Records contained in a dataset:
::::::::
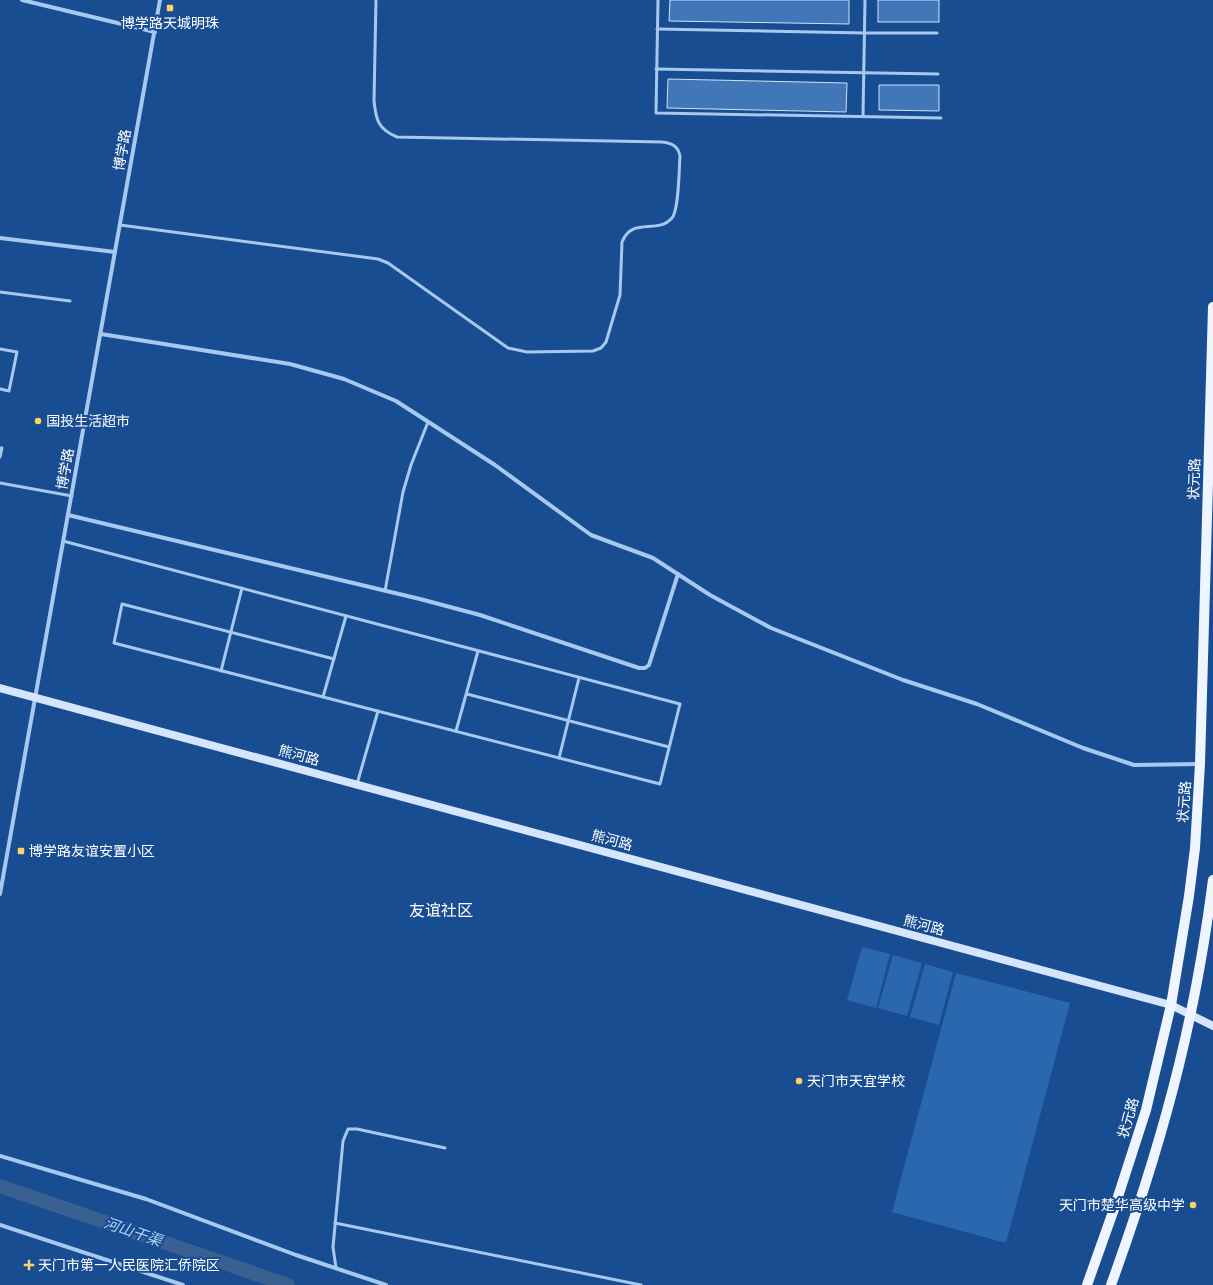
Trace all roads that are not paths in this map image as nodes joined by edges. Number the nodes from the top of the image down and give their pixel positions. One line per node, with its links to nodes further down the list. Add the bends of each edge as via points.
1 (22, 0): 7 (street)
2 (160, 0): 7 (street, 博学路)
3 (376, 0): 15 (lane, via 374,101 380,126 388,133 397,137 662,142 670,143 679,150 677,204 672,218 662,224 638,227 625,234 622,242 620,295 606,342 601,348 593,351 527,352 508,348 388,263 378,259)
4 (658, 0): 6 (lane)
5 (865, 0): 8 (lane)
6 (657, 29): 8 (lane); 10 (lane)
7 (155, 32): 15 (street, 博学路)
8 (865, 33): 9 (lane); 11 (lane)
9 (937, 33)
10 (656, 69): 11 (lane); 13 (lane, via 656,113)
11 (864, 73): 12 (lane); 13 (lane)
12 (938, 74)
13 (863, 116): 14 (lane)
14 (941, 118)
15 (120, 225): 17 (street, 博学路)
16 (0, 238): 17 (street)
17 (115, 252): 21 (street, 博学路)
18 (0, 292): 19 (lane)
19 (70, 301)
20 (1213, 307): 49 (main road, 状元路)
21 (100, 334): 24 (street, via 290,364 344,379 396,401); 28 (street, 博学路)
22 (0, 349): 23 (lane, via 16,352 9,391)
23 (0, 389)
24 (428, 422): 31 (street, via 495,465 591,535 653,558); 33 (lane, via 410,465 403,492)
25 (0, 448): 26 (lane)
26 (0, 457)
27 (0, 483): 28 (lane)
28 (72, 496): 29 (street, 博学路)
29 (68, 515): 30 (street, 博学路); 33 (street)
30 (63, 541): 32 (lane); 42 (street, 博学路)
31 (678, 574): 33 (street, via 649,665 645,668 480,615); 49 (street, via 710,595 771,628 903,680 977,704 1083,748 1134,765)
32 (242, 588): 34 (lane); 35 (lane)
33 (385, 591)
34 (346, 616): 36 (lane); 37 (lane)
35 (231, 632): 37 (lane); 38 (lane); 38 (lane, via 122,604 114,643)
36 (478, 651): 39 (lane); 41 (lane)
37 (334, 659): 43 (lane)
38 (221, 671): 43 (lane)
39 (579, 678): 45 (lane); 47 (lane, via 680,704)
40 (0, 688): 42 (street, 熊河路)
41 (466, 694): 45 (lane); 46 (lane)
42 (35, 697): 50 (street, 熊河路); 52 (street, 博学路)
43 (324, 697): 44 (lane)
44 (378, 711): 46 (lane); 50 (lane)
45 (568, 721): 47 (lane); 48 (lane)
46 (456, 731): 48 (lane)
47 (669, 747): 48 (lane, via 660,784)
48 (559, 758)
49 (1200, 764): 53 (main road, 状元路, via 1189,896)
50 (357, 784): 53 (street, 熊河路)
51 (1213, 880): 54 (main road)
52 (0, 894)
53 (1171, 1005): 54 (street, 熊河路); 64 (main road, 状元路, via 1146,1110)
54 (1190, 1014): 55 (street, 熊河路); 65 (main road, via 1162,1128 1131,1230)
55 (1213, 1026)
56 (444, 1148): 58 (lane, via 358,1128 348,1128 343,1141)
57 (0, 1156): 60 (street, via 146,1199)
58 (335, 1223): 60 (lane, via 333,1247); 63 (lane)
59 (0, 1225): 61 (street)
60 (336, 1268): 62 (street)
61 (183, 1285)
62 (386, 1285)
63 (641, 1285)
64 (1087, 1285)
65 (1111, 1285)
::::::::
▶ Task statement
Answer only with how many lines in the records include "main".

▶ Response to this task
5